The main object of this association was to cut off all prospect of the succession from any attempt in favour of the Queen of Scots: a great part of the nation pledged itself to reject a claim made good in this manner as exceptionable in every respect. The Parliament of 1585, many of whose members belonged to the association, not merely confirmed it formally: it now also expressly enacted, that persons in whose favour a rebellion should be attempted, and an attack on the Queen undertaken, should lose their right to the crown: if they themselves took part in any such plots, they were to forfeit their life. The Queen was empowered to appoint a commission of at least twenty-four members to judge of this offence.

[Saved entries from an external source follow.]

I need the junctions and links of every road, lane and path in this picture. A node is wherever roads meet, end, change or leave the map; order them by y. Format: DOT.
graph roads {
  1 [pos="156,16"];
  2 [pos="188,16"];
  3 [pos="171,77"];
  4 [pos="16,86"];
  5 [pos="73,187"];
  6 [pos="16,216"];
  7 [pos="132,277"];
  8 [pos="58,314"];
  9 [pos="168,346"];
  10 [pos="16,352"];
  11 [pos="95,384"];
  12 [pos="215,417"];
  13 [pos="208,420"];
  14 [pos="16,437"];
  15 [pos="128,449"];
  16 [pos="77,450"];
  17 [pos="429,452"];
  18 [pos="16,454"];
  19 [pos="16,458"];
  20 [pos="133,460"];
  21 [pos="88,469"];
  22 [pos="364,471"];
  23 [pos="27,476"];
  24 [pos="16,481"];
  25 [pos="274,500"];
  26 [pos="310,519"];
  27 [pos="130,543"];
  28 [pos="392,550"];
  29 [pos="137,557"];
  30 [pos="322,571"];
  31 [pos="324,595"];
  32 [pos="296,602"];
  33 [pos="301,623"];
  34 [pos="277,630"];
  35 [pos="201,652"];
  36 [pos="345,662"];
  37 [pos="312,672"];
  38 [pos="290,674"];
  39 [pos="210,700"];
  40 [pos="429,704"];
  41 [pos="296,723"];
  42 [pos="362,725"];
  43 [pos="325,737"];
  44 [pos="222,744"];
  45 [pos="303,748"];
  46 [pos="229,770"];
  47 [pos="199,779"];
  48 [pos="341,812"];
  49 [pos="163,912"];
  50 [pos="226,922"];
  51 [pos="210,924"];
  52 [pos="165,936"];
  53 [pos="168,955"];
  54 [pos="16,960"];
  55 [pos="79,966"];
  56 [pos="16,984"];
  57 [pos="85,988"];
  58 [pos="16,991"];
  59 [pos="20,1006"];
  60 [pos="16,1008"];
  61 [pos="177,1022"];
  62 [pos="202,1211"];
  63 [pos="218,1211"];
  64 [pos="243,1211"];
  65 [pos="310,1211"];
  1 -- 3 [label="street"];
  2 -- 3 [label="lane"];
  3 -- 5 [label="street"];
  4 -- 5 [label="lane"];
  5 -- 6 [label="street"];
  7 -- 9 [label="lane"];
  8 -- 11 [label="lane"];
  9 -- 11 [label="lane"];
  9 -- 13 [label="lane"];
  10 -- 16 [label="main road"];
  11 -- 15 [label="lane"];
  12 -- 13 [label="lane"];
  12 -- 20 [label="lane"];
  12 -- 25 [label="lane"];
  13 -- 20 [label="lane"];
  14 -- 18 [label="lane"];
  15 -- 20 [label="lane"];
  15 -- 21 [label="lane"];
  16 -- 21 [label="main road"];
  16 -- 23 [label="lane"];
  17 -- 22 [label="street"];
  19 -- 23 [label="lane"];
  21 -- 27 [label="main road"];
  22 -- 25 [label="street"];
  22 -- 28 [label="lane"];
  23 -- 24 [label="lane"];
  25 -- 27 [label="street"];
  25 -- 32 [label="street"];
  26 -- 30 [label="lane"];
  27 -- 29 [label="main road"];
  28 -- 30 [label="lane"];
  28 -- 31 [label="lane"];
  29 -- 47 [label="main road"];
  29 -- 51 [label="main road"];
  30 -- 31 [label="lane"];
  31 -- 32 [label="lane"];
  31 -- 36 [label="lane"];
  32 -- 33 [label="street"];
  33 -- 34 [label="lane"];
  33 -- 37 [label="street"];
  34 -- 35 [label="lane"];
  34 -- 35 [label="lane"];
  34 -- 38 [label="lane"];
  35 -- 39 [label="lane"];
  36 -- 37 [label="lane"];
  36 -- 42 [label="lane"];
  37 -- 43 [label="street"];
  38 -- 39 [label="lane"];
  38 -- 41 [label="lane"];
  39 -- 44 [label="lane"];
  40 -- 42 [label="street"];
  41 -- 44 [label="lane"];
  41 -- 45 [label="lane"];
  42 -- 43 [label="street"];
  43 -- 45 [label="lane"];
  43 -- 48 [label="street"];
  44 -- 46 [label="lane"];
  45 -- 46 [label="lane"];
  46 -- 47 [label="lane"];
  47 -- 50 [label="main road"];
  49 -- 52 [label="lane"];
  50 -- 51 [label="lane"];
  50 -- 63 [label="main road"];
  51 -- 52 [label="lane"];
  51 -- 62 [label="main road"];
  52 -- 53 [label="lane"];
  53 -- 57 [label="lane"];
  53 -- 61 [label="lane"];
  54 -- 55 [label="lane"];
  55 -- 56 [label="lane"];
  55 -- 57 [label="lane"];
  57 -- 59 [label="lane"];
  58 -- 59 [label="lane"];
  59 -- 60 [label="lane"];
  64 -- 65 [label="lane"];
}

These resolutions and unions were of a compass extending far beyond the present occasion, however weighty. How important the ecclesiastical contest had become in all questions concerning the supreme temporal power! That the deposition of Queen Elizabeth, pronounced by the Pope, had no effect was due to the Protestant tendencies of the country, and to the fact that her hereditary claim had been hitherto unassailed. But now it was a similar hereditary claim, made by Queen Mary, not, it is true, formally recognised, but also not rejected, on which the partisans of this princess based their chief hope. Mary herself, who always combined the most vivid dynastic feelings with her religious inclinations, in her letters and statements does not lay such stress on anything as on the unconditional validity of her claim to inherit the throne. When for instance her son rejected the joint government which she proposed to him, she remarked with striking acuteness that this involved an infringement of the maxims of hereditary right; since he rejected her authorisation to share in the government, and recognised as legitimate the refusal of obedience she had experienced from her rebellious subjects. Once she read in a pamphlet that people denied Queen Elizabeth the power to name a successor who was not of the Protestant faith: she wrote to her that the supreme power was of divine right, and raised high above all these considerations, and warned her against opinions of that kind which were avowed by some near her, and which might lead to the elective principle and become dangerous to herself. This could not fail to have an exactly opposite effect on Elizabeth. She was again threatened through the strict dynastic right that she also enjoyed: she needed some other additional support. Despite all inclination to the contrary, she decided to look for it in the Parliament. She likewise aimed at making Mary submit the validity of her claim to its previous decision. She could not but be thankful that her subjects pledged themselves not to recognise any right to the succession which was to be asserted by an attack on her life; she ratified the act by which Parliament gave these feelings a legal form. It is obvious how powerfully the rights of Parliament were thus advanced as against the absolute claim of the hereditary monarchy. In the course of the development of events this was to be the case in a still higher degree.